Landlord is a property owner who rents out his or her residential property. The aftermath of the 2008 collapse of the real estate bubble produced many "accidental landlords - property owners found themselves turning to renting to help makes ends meet. This is especially true for people who bought real estate for investment purposes. Many of them have little to now experience with renting their property. This article will address one of the most important aspects of renting - collecting rental payments.
Decide on Rental Rate
First and foremost, a landlord must decide how much he or she will charge for rent and how often the rent will be collected. Usually, the landlord collects rent on either weekly or monthly basis. The former arrangement is usually used in seasonal and/or temporary housing while the later is usually used in more permanent year-round housing. Landlords should also decide on a due date. It can be either a specific date (such as every 15th day) or a specific time period (at the end of the third week of the month).
When it comes to setting rents, the landlord should check the rents on similar types of property in his or her neighborhood. The trick is to find a rate that would be high enough to satisfy the landlord's financial needs yet low enough to attract tenants. If the rents are too high, they will simply look elsewhere.
Decide on a Payment Method
There are a number of ways renters can pay rent. Landlords can require the same method for all tenants or give the tenants a choice of one of several methods. The landlords will also need to specify how the tenants can send their rental payments. The payment methods include:
- Cash - one of the more straight-forward methods on the list, it is also one of the least secure. Landlords who choose this method should either collect the rent in person or have the tenants drop it in a designated locked box. Sending cash over mail isn't safe - it is likely to be lost or stole along the way.
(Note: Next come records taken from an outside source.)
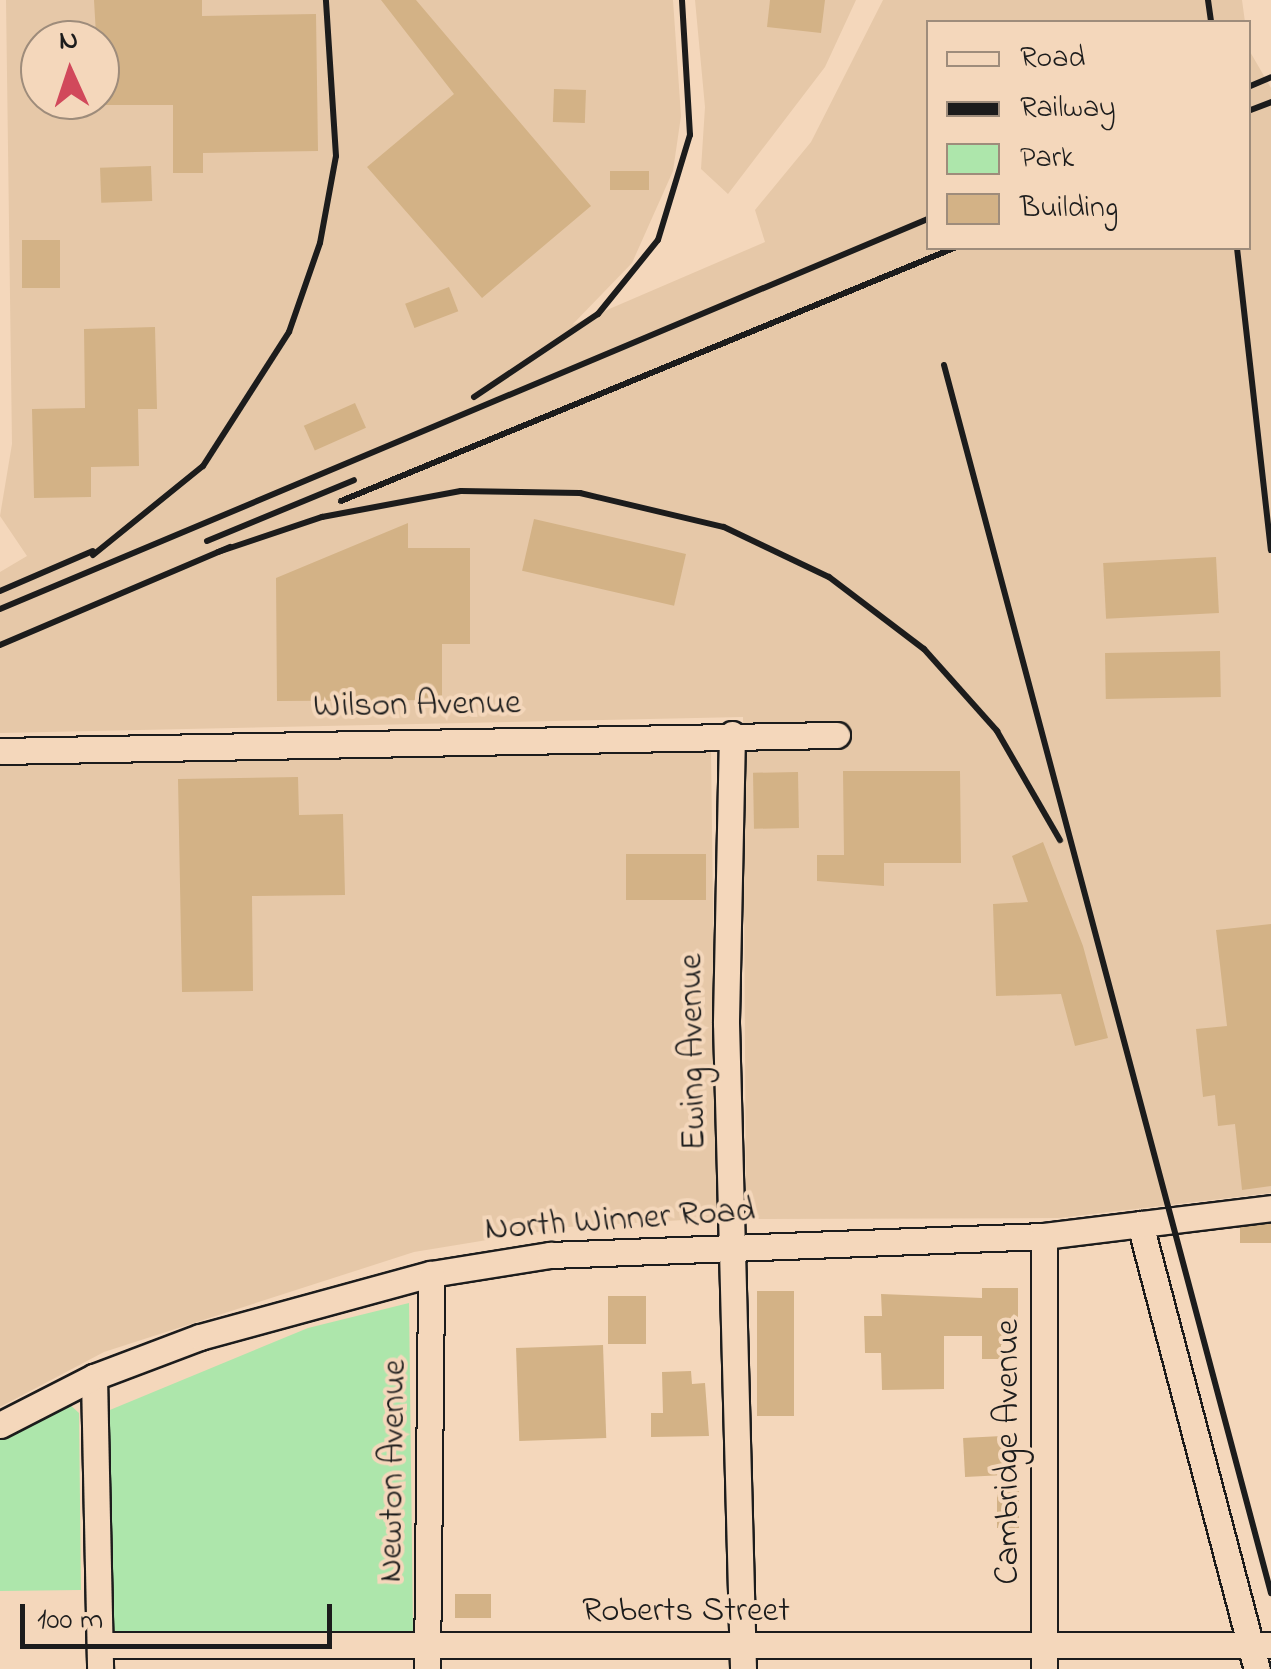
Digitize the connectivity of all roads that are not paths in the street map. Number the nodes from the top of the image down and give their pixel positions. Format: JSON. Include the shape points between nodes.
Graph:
{"nodes":[{"id":1,"x":732,"y":734,"type":"junction"},
{"id":2,"x":837,"y":735,"type":"dead end"},
{"id":3,"x":0,"y":751,"type":"edge"},
{"id":4,"x":1271,"y":1208,"type":"edge"},
{"id":5,"x":1140,"y":1224,"type":"junction"},
{"id":6,"x":1044,"y":1236,"type":"junction"},
{"id":7,"x":733,"y":1246,"type":"junction"},
{"id":8,"x":431,"y":1274,"type":"junction"},
{"id":9,"x":94,"y":1377,"type":"junction"},
{"id":10,"x":0,"y":1425,"type":"edge"},
{"id":11,"x":1260,"y":1654,"type":"edge"},
{"id":12,"x":100,"y":1657,"type":"edge"},
{"id":13,"x":427,"y":1658,"type":"edge"},
{"id":14,"x":743,"y":1658,"type":"edge"},
{"id":15,"x":1044,"y":1659,"type":"edge"}],
"edges":[{"from":1,"to":2,"type":"street","name":"Wilson Avenue"},
{"from":1,"to":3,"type":"street","name":"Wilson Avenue"},
{"from":1,"to":7,"type":"street","name":"Ewing Avenue","via":[[726,1022]]},
{"from":4,"to":5,"type":"street","name":"North Winner Road"},
{"from":5,"to":6,"type":"street","name":"North Winner Road"},
{"from":5,"to":11,"type":"street"},
{"from":6,"to":7,"type":"street","name":"North Winner Road"},
{"from":6,"to":15,"type":"street","name":"Cambridge Avenue"},
{"from":7,"to":8,"type":"street","name":"North Winner Road","via":[[550,1255]]},
{"from":7,"to":14,"type":"street","name":"Ewing Avenue"},
{"from":8,"to":9,"type":"street","name":"North Winner Road","via":[[200,1337]]},
{"from":8,"to":13,"type":"street","name":"Newton Avenue"},
{"from":9,"to":10,"type":"street","name":"North Winner Road"},
{"from":9,"to":12,"type":"street"},
{"from":11,"to":15,"type":"street","name":"Roberts Street"},
{"from":12,"to":13,"type":"street","name":"Roberts Street"},
{"from":13,"to":14,"type":"street","name":"Roberts Street"},
{"from":14,"to":15,"type":"street","name":"Roberts Street"}]}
- Check - while personal checks are popular, they are not the best way to guarantee payment, since there is always a chance that it bounces. To reduce the risk, landlords can require a certified check or a cashier's check. The check should include the tenant's name and detailed bank information.
- Money orders - one of the more secure methods on the list. Since the tenant already paid for it when he or she bought it, landlord has a better chance of getting the money than through checks. They can be picked up in person or sent via mail. Should it become lost, landlord can ask the tenant to give a receipt, which would allow him or her to recover the payment
Set Late Payment Penalties
To discourage tenants from making late payments, landlords may want to decide on penalties, something that the tardy tenant would have to pay along with the regular rents. Landlords should make sure to apply penalties consistently and universally to avoid accusations of unequal treatment.
Prepare a Rental Agreements
Once everything described above is decided, landlords should use that information to create a rental agreement. By signing it, a tenant and a landlord agree to abide by it's terms - the party that violates it becomes liable under local and federal law. It should be noted that every piece of the above-mentioned information must be stated clearly and precisely. Otherwise, the courts may find it invalid.